The Christian Social Union (CSU) won 37.3 percent of the vote, preliminary results showed, losing its absolute majority for only the second time since 1962.
It lost votes to the far-right and the ecologist Greens in a setback that raises tensions within Germany's crisis-prone national government.
"We accept the result with humility," Bavarian premier Markus Soeder told a gathering of his party.
He added that the CSU nonetheless wanted to form a stable government as soon as possible.
The result, which saw the pro-immigration Greens come second and the far-right Alternative for Germany (AfD) enter the state assembly for the first time, means the CSU will need to form a coalition - a humiliation for a party used to ruling alone.
The Greens, who more than doubled their share of the vote to 17.8 percent, attracted support from more liberal CSU voters and from those who traditionally vote for the left-leaning Social Democrats (SPD), who won just 9.5 percent.
Without naming Ms Merkel, SPD leader Andrea Nahles said the "poor performance" of the federal government in Berlin, where the SPD is in a coalition with the conservatives, was one of the reasons for her party's weak showing in Bavaria. "It's clear that something has to change," she said.
CSU leader Horst Seehofer has been a thorn in Ms Merkel's side since her 2015 decision to open Germany's borders to more than 1 million migrants, gradually shifting his party to the right in an ultimately futile effort to counter the rise of the AfD.
Michael Weigl, political scientist at the University of Passau, said personal attacks on Ms Merkel by Mr Seehofer - who is the federal interior minister - and his hard-line rhetoric against asylum seekers were to blame for the CSU's weak result.

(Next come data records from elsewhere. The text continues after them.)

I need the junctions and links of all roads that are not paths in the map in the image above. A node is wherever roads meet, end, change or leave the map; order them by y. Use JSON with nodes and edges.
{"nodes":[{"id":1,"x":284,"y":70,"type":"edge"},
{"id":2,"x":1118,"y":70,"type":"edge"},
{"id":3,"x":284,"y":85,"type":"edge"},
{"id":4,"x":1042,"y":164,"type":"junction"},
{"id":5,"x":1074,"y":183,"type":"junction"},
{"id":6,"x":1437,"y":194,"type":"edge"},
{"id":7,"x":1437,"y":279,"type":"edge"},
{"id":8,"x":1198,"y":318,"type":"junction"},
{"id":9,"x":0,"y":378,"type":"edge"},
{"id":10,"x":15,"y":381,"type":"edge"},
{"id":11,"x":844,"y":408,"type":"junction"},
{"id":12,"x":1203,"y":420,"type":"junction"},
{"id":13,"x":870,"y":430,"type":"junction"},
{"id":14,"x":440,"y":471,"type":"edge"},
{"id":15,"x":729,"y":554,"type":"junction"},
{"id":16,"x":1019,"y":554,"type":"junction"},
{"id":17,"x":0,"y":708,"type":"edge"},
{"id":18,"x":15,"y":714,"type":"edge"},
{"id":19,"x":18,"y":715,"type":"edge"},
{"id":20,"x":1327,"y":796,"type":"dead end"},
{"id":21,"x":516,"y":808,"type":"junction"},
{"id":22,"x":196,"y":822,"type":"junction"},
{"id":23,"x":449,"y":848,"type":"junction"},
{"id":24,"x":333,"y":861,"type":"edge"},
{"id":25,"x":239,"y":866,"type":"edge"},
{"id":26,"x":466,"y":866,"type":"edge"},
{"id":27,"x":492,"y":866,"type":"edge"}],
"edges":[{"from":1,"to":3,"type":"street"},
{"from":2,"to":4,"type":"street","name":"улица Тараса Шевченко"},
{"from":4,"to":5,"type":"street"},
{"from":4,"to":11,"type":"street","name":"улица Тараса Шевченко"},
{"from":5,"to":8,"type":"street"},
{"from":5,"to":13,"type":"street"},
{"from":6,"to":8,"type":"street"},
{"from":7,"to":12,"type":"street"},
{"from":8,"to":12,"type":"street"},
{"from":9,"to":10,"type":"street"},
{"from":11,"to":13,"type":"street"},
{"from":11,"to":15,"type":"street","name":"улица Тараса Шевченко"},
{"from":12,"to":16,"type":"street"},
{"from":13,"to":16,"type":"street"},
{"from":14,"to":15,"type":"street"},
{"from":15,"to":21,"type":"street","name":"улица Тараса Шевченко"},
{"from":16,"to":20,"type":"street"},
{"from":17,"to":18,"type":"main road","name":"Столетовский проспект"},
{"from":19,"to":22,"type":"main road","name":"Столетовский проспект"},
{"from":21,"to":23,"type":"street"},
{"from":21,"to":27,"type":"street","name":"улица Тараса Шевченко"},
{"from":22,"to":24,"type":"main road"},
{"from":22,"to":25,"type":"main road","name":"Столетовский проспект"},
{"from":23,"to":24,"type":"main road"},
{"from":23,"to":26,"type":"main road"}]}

"This created a political climate of polarisation from which the Greens and the AfD benefited the most, with their clear stances on immigration," Mr Weigl said. "For the CSU, this strategy backfired."
Asked if he would resign as CSU leader, Seehofer told broadcaster ZDF he was not ruling this out but there were many reasons for the party's weak result which had to be analysed.
The AfD won 10.7 percent of the vote, the preliminary results showed. The Free Voters, a protest party that is the CSU's most likely coalition party, won 11.6 percent. The CSU has ruled out an alliance with the AfD.
Divisions between Ms Merkel's Christian Democratic Union and the CSU - conservative sister parties - have widened since an inconclusive national election forced them into a coalition in March with the Social Democrats.
The Bavarian election is followed in two weeks by another test for Ms Merkel's conservative alliance. Her CDU is likely to remain the largest party but lose votes in an election in the western state of Hesse, home to the financial centre of Frankfurt.
The CDU then holds its annual congress in December, when Ms Merkel will seek re-election as party chairwoman - a bid senior conservatives have backed despite the parliamentary party ousting her ally, Volker Kauder, as leader last month.
Before the Bavarian vote, Merkel urged her CDU and CSU allies to end their infighting.
Her fourth and probably final government has already come close to collapsing twice, in arguments over immigration and a scandal over a former spymaster.